:: EXERCISE ::
Reproduce each entry below exactly as it appears.

:: Saved data entries ::
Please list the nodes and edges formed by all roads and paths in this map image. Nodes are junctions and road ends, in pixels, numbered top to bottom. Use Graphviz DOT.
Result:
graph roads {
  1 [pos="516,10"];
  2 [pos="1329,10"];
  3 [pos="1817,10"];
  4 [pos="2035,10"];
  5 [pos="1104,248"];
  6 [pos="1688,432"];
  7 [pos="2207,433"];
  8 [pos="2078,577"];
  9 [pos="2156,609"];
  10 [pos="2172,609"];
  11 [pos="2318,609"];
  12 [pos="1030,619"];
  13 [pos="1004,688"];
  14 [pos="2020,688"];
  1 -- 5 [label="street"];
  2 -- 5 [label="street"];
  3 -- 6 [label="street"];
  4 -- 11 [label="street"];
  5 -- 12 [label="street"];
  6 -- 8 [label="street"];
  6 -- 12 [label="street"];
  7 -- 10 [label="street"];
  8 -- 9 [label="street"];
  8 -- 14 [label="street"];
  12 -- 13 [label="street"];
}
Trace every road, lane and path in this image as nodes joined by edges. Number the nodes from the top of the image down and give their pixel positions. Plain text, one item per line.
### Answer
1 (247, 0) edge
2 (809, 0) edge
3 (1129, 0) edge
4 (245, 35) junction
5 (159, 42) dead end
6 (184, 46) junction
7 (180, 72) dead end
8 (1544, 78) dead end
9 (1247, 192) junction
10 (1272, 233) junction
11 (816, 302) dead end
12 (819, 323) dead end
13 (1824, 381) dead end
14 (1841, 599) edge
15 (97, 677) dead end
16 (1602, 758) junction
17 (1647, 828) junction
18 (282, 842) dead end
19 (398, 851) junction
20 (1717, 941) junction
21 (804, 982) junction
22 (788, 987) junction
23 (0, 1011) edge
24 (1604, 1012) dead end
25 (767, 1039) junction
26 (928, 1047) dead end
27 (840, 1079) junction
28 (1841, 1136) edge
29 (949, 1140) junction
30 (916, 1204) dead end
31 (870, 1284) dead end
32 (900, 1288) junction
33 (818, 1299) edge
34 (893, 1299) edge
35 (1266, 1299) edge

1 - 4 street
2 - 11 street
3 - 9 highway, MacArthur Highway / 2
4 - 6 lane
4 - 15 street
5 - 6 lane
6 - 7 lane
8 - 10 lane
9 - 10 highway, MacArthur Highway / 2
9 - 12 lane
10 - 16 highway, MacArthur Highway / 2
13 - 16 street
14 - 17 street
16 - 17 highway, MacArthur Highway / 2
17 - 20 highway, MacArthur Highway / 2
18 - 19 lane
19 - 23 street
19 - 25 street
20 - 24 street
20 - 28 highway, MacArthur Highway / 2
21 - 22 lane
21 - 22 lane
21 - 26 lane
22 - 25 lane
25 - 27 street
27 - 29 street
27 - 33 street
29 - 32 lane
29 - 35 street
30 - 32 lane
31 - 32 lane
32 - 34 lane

:: OUTPUT BELOW ::
Please list the nodes and edges formed by all roads and paths in this map image. Nodes are junctions and road ends, in pixels, numbered top to bottom. Use Graphviz DOT.
Result:
graph roads {
  1 [pos="516,10"];
  2 [pos="1329,10"];
  3 [pos="1817,10"];
  4 [pos="2035,10"];
  5 [pos="1104,248"];
  6 [pos="1688,432"];
  7 [pos="2207,433"];
  8 [pos="2078,577"];
  9 [pos="2156,609"];
  10 [pos="2172,609"];
  11 [pos="2318,609"];
  12 [pos="1030,619"];
  13 [pos="1004,688"];
  14 [pos="2020,688"];
  1 -- 5 [label="street"];
  2 -- 5 [label="street"];
  3 -- 6 [label="street"];
  4 -- 11 [label="street"];
  5 -- 12 [label="street"];
  6 -- 8 [label="street"];
  6 -- 12 [label="street"];
  7 -- 10 [label="street"];
  8 -- 9 [label="street"];
  8 -- 14 [label="street"];
  12 -- 13 [label="street"];
}
Trace every road, lane and path in this image as nodes joined by edges. Number the nodes from the top of the image down and give their pixel positions. Plain text, one item per line.
### Answer
1 (247, 0) edge
2 (809, 0) edge
3 (1129, 0) edge
4 (245, 35) junction
5 (159, 42) dead end
6 (184, 46) junction
7 (180, 72) dead end
8 (1544, 78) dead end
9 (1247, 192) junction
10 (1272, 233) junction
11 (816, 302) dead end
12 (819, 323) dead end
13 (1824, 381) dead end
14 (1841, 599) edge
15 (97, 677) dead end
16 (1602, 758) junction
17 (1647, 828) junction
18 (282, 842) dead end
19 (398, 851) junction
20 (1717, 941) junction
21 (804, 982) junction
22 (788, 987) junction
23 (0, 1011) edge
24 (1604, 1012) dead end
25 (767, 1039) junction
26 (928, 1047) dead end
27 (840, 1079) junction
28 (1841, 1136) edge
29 (949, 1140) junction
30 (916, 1204) dead end
31 (870, 1284) dead end
32 (900, 1288) junction
33 (818, 1299) edge
34 (893, 1299) edge
35 (1266, 1299) edge

1 - 4 street
2 - 11 street
3 - 9 highway, MacArthur Highway / 2
4 - 6 lane
4 - 15 street
5 - 6 lane
6 - 7 lane
8 - 10 lane
9 - 10 highway, MacArthur Highway / 2
9 - 12 lane
10 - 16 highway, MacArthur Highway / 2
13 - 16 street
14 - 17 street
16 - 17 highway, MacArthur Highway / 2
17 - 20 highway, MacArthur Highway / 2
18 - 19 lane
19 - 23 street
19 - 25 street
20 - 24 street
20 - 28 highway, MacArthur Highway / 2
21 - 22 lane
21 - 22 lane
21 - 26 lane
22 - 25 lane
25 - 27 street
27 - 29 street
27 - 33 street
29 - 32 lane
29 - 35 street
30 - 32 lane
31 - 32 lane
32 - 34 lane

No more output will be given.